Now that we’re country folk with our own little “ranch,” we’re getting an education in water control. Who knew it was so complicated? After the first irrigation, we replaced all the missing gates on our gated pipe, and Steve was even able to take apart the overall off-on valve and fix it so that the system doesn’t leak too badly when it's supposed to be off. We got proximal control on the cracks and holes in the pipe. By trial and error, we figured out approximately how many gates produce a good flow. That is, if the water is full pressure. However, if someone along the line has forgotten to turn off a valve, or someone has turned one on without letting Merlan, our ditch rider, know about it, the flow is significantly diminished, as we also discovered by trial and error. I think we now have an idea what the flow should look like, and if it’s not right, we’ll call around for a water check right away.

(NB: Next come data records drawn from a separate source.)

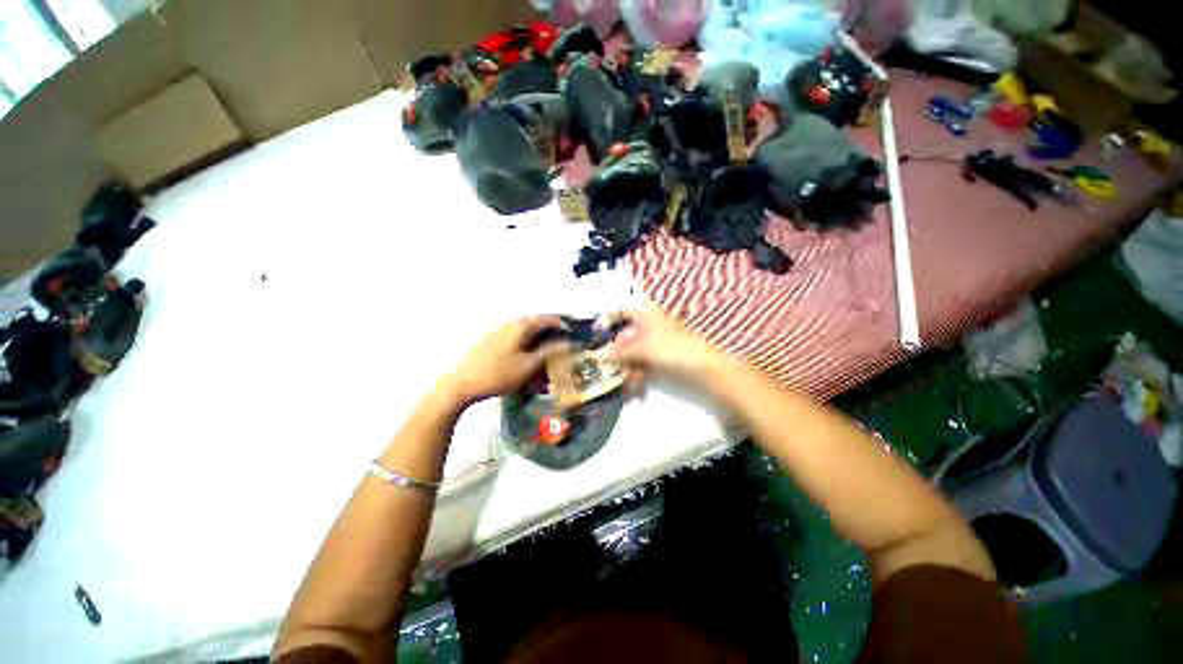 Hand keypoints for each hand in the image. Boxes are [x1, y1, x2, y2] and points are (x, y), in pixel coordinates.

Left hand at [445, 316, 570, 404]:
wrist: (462, 384)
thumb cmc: (499, 374)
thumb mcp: (529, 365)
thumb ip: (551, 352)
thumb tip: (570, 343)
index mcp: (520, 326)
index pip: (547, 319)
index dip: (562, 325)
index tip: (572, 334)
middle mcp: (509, 324)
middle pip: (535, 324)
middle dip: (549, 334)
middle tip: (560, 347)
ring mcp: (497, 331)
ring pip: (524, 332)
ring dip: (536, 340)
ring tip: (544, 354)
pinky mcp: (489, 340)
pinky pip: (514, 337)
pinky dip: (524, 344)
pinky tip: (525, 357)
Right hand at [598, 305, 720, 382]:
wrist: (706, 369)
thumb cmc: (673, 349)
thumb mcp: (643, 348)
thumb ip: (618, 351)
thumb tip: (594, 355)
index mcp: (645, 314)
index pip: (619, 312)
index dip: (605, 321)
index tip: (593, 336)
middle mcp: (647, 326)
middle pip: (622, 338)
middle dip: (614, 356)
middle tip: (605, 369)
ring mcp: (653, 343)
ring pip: (630, 354)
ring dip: (625, 370)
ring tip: (624, 385)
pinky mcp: (659, 359)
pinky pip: (640, 365)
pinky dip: (636, 376)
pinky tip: (635, 391)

This last irrigation, our third, produced yet another surprise. The end cap blew off of the section of pipe watering along the side of the house. The resulting geyser got our attention in a hurry. We attempted to slap the cap back on, but there was no iron stake holding it in place, so it wouldn’t stay. In a panic, we opened up valves on the east-west line to relieve the pressure, then rushed around to see how we could rig the cap on so it might be likely to stay put. We came up with a t-post, a driver, and an inch-thick plank. Steve drove the post and stuffed in the wood to hold the cap firmly in place.
That worked. The geyser shut off. Only then did we notice that Steve had driven a stake right next to the electric power box that’s out in the pasture. Whoops. Luckily, no one was electrocuted. The house power even still worked. All was well.
The pasture is well-watered. The grass has grown 3 feet tall. Too high, actually, for our 2 horses to have any chance of munching it all down. Next project: making hay. Fortunately, our neighbor offered to cut the hay for us, since we have no machinery. Unfortunately, our gates aren’t nearly wide enough. Next project, pulling and moving posts to allow a 14 foot gap for the haymaker.
We called Blue Stakes, too. Before driving any more posts, finding out where electric and gas lines run seems wise. Luck only holds out so long.
Another day on the farm, another lesson in crisis management.